Bernard Thébaud, Kara Goss, Matthew Laughon … (2019)

In the absence of effective interventions to prevent preterm births, improved survival of infants who are born at the biological limits of viability has relied on advances in perinatal care over the past 50 years. Except for extremely preterm infants with suboptimal perinatal care or major antenatal events that cause severe respiratory failure at birth, most extremely preterm infants now survive, but they often develop chronic lung dysfunction termed bronchopulmonary dysplasia (BPD; also known as chronic lung disease).

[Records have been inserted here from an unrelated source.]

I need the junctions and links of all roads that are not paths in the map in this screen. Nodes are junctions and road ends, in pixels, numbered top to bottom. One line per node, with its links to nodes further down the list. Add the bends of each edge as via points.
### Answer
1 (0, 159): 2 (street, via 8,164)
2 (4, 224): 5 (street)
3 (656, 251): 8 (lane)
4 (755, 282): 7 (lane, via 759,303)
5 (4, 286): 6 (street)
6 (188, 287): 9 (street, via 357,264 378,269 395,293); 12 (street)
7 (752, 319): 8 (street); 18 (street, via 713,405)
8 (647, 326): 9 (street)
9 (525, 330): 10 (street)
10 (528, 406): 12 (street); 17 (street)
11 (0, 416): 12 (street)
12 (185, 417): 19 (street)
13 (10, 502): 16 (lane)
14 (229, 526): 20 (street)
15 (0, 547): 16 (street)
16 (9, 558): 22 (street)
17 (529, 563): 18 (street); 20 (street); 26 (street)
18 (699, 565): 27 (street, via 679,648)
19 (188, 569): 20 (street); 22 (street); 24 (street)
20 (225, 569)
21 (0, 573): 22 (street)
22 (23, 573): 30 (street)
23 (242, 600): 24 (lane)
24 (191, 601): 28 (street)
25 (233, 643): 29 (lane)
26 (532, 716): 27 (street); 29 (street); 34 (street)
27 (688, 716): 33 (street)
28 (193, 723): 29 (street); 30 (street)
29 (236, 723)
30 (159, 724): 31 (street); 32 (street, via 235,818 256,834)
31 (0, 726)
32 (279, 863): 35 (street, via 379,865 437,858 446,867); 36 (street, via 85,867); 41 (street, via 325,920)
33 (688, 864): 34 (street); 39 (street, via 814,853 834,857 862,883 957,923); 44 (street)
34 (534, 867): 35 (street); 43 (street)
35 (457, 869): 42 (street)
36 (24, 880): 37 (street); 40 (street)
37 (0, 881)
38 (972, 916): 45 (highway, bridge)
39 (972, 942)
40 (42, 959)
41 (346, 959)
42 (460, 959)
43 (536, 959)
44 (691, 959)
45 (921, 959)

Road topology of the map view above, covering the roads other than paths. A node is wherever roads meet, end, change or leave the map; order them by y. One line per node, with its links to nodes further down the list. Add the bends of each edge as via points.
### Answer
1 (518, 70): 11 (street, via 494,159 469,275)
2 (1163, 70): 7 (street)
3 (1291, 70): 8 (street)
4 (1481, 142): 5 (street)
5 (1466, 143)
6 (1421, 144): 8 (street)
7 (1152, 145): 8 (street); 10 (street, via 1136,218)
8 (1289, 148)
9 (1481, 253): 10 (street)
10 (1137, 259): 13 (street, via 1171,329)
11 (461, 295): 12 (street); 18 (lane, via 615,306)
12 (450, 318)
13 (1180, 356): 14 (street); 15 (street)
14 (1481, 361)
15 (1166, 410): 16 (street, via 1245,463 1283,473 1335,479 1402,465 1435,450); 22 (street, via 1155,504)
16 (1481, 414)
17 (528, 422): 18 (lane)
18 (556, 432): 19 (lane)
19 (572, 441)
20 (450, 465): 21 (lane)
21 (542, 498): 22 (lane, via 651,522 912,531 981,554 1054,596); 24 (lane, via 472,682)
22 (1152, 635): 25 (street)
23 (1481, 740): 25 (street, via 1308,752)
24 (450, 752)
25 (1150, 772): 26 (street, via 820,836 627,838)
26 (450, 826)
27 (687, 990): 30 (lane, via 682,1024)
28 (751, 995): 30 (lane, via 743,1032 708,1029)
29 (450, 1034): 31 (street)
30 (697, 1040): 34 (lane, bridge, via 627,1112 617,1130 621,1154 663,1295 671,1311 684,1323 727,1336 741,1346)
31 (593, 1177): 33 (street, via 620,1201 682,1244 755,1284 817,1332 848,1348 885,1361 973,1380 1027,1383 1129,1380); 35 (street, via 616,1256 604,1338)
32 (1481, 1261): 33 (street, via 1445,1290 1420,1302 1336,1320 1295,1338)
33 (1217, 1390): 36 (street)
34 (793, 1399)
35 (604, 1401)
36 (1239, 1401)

Despite major efforts to minimize injurious but often life-saving postnatal interventions (such as oxygen, mechanical ventilation and corticosteroids), BPD remains the most frequent complication of extreme preterm birth. BPD is now recognized as the result of an aberrant reparative response to both antenatal injury and repetitive postnatal injury to the developing lungs. Consequently, lung development is markedly impaired, which leads to persistent airway and pulmonary vascular disease that can affect adult lung function. Greater insights into the pathobiology of BPD will provide a better understanding of disease mechanisms and lung repair and regeneration, which will enable the discovery of novel therapeutic targets. In parallel, clinical and translational studies that improve the classification of disease phenotypes and enable early identification of at-risk preterm infants should improve trial design and individualized care to enhance outcomes in preterm infants.